■ WORK INSTRUCTION
The data is to be set down once more, exactly as it reads.
━━━━━━━━━━━━━━━━━━━━
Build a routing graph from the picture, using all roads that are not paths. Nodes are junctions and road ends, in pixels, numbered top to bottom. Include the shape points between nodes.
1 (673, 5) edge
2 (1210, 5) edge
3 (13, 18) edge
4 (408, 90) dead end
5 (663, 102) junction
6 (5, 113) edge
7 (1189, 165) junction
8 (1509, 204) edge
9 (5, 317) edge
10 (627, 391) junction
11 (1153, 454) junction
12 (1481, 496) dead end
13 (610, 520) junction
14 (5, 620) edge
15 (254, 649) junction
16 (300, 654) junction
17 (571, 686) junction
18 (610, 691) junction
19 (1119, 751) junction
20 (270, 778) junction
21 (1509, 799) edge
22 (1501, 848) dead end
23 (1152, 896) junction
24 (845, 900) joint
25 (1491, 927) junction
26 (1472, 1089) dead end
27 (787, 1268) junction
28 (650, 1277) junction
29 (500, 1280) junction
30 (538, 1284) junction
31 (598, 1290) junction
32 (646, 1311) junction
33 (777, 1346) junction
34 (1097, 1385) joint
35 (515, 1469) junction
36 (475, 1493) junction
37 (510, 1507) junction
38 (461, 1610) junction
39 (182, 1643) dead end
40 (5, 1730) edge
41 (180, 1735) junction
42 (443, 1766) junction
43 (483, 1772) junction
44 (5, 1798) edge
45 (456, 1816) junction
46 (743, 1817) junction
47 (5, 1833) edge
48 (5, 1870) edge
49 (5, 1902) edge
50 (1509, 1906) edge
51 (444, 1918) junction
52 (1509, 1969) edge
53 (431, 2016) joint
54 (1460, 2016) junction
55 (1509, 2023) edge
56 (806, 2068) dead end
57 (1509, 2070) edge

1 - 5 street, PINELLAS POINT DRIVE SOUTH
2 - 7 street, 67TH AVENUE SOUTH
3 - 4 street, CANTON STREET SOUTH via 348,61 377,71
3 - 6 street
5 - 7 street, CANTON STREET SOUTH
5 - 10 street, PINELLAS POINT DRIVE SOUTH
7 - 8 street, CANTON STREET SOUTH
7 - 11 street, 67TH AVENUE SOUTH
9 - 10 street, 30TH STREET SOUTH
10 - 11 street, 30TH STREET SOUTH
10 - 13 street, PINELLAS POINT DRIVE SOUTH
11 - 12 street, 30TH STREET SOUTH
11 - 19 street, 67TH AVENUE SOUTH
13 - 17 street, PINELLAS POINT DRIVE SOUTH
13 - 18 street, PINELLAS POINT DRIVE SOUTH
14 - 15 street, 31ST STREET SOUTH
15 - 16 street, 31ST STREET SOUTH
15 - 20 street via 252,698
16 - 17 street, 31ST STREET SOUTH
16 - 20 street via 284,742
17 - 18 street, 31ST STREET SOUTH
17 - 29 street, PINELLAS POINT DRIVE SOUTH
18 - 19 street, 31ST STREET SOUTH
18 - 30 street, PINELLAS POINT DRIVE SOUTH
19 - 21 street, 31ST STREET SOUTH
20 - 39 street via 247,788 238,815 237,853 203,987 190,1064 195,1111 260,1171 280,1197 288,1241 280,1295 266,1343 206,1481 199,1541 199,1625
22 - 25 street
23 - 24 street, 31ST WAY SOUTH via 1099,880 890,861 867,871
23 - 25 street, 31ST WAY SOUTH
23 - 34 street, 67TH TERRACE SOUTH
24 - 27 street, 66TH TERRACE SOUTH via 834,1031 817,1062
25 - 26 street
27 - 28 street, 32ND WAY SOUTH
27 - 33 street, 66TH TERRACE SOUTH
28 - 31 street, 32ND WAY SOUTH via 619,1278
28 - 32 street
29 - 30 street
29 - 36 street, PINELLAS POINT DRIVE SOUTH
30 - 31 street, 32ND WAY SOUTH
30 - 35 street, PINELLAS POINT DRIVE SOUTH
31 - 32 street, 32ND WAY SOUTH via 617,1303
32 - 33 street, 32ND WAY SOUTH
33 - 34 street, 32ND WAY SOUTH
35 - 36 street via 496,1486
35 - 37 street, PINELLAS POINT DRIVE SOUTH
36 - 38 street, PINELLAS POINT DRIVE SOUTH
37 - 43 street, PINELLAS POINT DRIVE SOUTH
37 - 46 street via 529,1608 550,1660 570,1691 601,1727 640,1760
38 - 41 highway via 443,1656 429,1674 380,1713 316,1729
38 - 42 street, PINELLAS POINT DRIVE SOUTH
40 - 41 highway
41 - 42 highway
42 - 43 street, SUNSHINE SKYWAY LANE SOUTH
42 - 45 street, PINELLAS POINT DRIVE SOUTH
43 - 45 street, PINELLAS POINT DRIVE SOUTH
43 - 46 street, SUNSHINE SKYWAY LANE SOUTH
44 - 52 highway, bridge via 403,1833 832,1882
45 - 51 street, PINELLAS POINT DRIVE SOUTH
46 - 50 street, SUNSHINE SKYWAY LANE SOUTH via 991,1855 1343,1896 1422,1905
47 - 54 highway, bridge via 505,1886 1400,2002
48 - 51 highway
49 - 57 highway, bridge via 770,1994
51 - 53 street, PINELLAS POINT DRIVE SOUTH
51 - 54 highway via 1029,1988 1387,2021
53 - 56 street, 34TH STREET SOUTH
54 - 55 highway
━━━━━━━━━━━━━━━━━━━━
■ YOUR RESPONSE
Build a routing graph from the picture, using all roads that are not paths. Nodes are junctions and road ends, in pixels, numbered top to bottom. Include the shape points between nodes.
1 (673, 5) edge
2 (1210, 5) edge
3 (13, 18) edge
4 (408, 90) dead end
5 (663, 102) junction
6 (5, 113) edge
7 (1189, 165) junction
8 (1509, 204) edge
9 (5, 317) edge
10 (627, 391) junction
11 (1153, 454) junction
12 (1481, 496) dead end
13 (610, 520) junction
14 (5, 620) edge
15 (254, 649) junction
16 (300, 654) junction
17 (571, 686) junction
18 (610, 691) junction
19 (1119, 751) junction
20 (270, 778) junction
21 (1509, 799) edge
22 (1501, 848) dead end
23 (1152, 896) junction
24 (845, 900) joint
25 (1491, 927) junction
26 (1472, 1089) dead end
27 (787, 1268) junction
28 (650, 1277) junction
29 (500, 1280) junction
30 (538, 1284) junction
31 (598, 1290) junction
32 (646, 1311) junction
33 (777, 1346) junction
34 (1097, 1385) joint
35 (515, 1469) junction
36 (475, 1493) junction
37 (510, 1507) junction
38 (461, 1610) junction
39 (182, 1643) dead end
40 (5, 1730) edge
41 (180, 1735) junction
42 (443, 1766) junction
43 (483, 1772) junction
44 (5, 1798) edge
45 (456, 1816) junction
46 (743, 1817) junction
47 (5, 1833) edge
48 (5, 1870) edge
49 (5, 1902) edge
50 (1509, 1906) edge
51 (444, 1918) junction
52 (1509, 1969) edge
53 (431, 2016) joint
54 (1460, 2016) junction
55 (1509, 2023) edge
56 (806, 2068) dead end
57 (1509, 2070) edge

1 - 5 street, PINELLAS POINT DRIVE SOUTH
2 - 7 street, 67TH AVENUE SOUTH
3 - 4 street, CANTON STREET SOUTH via 348,61 377,71
3 - 6 street
5 - 7 street, CANTON STREET SOUTH
5 - 10 street, PINELLAS POINT DRIVE SOUTH
7 - 8 street, CANTON STREET SOUTH
7 - 11 street, 67TH AVENUE SOUTH
9 - 10 street, 30TH STREET SOUTH
10 - 11 street, 30TH STREET SOUTH
10 - 13 street, PINELLAS POINT DRIVE SOUTH
11 - 12 street, 30TH STREET SOUTH
11 - 19 street, 67TH AVENUE SOUTH
13 - 17 street, PINELLAS POINT DRIVE SOUTH
13 - 18 street, PINELLAS POINT DRIVE SOUTH
14 - 15 street, 31ST STREET SOUTH
15 - 16 street, 31ST STREET SOUTH
15 - 20 street via 252,698
16 - 17 street, 31ST STREET SOUTH
16 - 20 street via 284,742
17 - 18 street, 31ST STREET SOUTH
17 - 29 street, PINELLAS POINT DRIVE SOUTH
18 - 19 street, 31ST STREET SOUTH
18 - 30 street, PINELLAS POINT DRIVE SOUTH
19 - 21 street, 31ST STREET SOUTH
20 - 39 street via 247,788 238,815 237,853 203,987 190,1064 195,1111 260,1171 280,1197 288,1241 280,1295 266,1343 206,1481 199,1541 199,1625
22 - 25 street
23 - 24 street, 31ST WAY SOUTH via 1099,880 890,861 867,871
23 - 25 street, 31ST WAY SOUTH
23 - 34 street, 67TH TERRACE SOUTH
24 - 27 street, 66TH TERRACE SOUTH via 834,1031 817,1062
25 - 26 street
27 - 28 street, 32ND WAY SOUTH
27 - 33 street, 66TH TERRACE SOUTH
28 - 31 street, 32ND WAY SOUTH via 619,1278
28 - 32 street
29 - 30 street
29 - 36 street, PINELLAS POINT DRIVE SOUTH
30 - 31 street, 32ND WAY SOUTH
30 - 35 street, PINELLAS POINT DRIVE SOUTH
31 - 32 street, 32ND WAY SOUTH via 617,1303
32 - 33 street, 32ND WAY SOUTH
33 - 34 street, 32ND WAY SOUTH
35 - 36 street via 496,1486
35 - 37 street, PINELLAS POINT DRIVE SOUTH
36 - 38 street, PINELLAS POINT DRIVE SOUTH
37 - 43 street, PINELLAS POINT DRIVE SOUTH
37 - 46 street via 529,1608 550,1660 570,1691 601,1727 640,1760
38 - 41 highway via 443,1656 429,1674 380,1713 316,1729
38 - 42 street, PINELLAS POINT DRIVE SOUTH
40 - 41 highway
41 - 42 highway
42 - 43 street, SUNSHINE SKYWAY LANE SOUTH
42 - 45 street, PINELLAS POINT DRIVE SOUTH
43 - 45 street, PINELLAS POINT DRIVE SOUTH
43 - 46 street, SUNSHINE SKYWAY LANE SOUTH
44 - 52 highway, bridge via 403,1833 832,1882
45 - 51 street, PINELLAS POINT DRIVE SOUTH
46 - 50 street, SUNSHINE SKYWAY LANE SOUTH via 991,1855 1343,1896 1422,1905
47 - 54 highway, bridge via 505,1886 1400,2002
48 - 51 highway
49 - 57 highway, bridge via 770,1994
51 - 53 street, PINELLAS POINT DRIVE SOUTH
51 - 54 highway via 1029,1988 1387,2021
53 - 56 street, 34TH STREET SOUTH
54 - 55 highway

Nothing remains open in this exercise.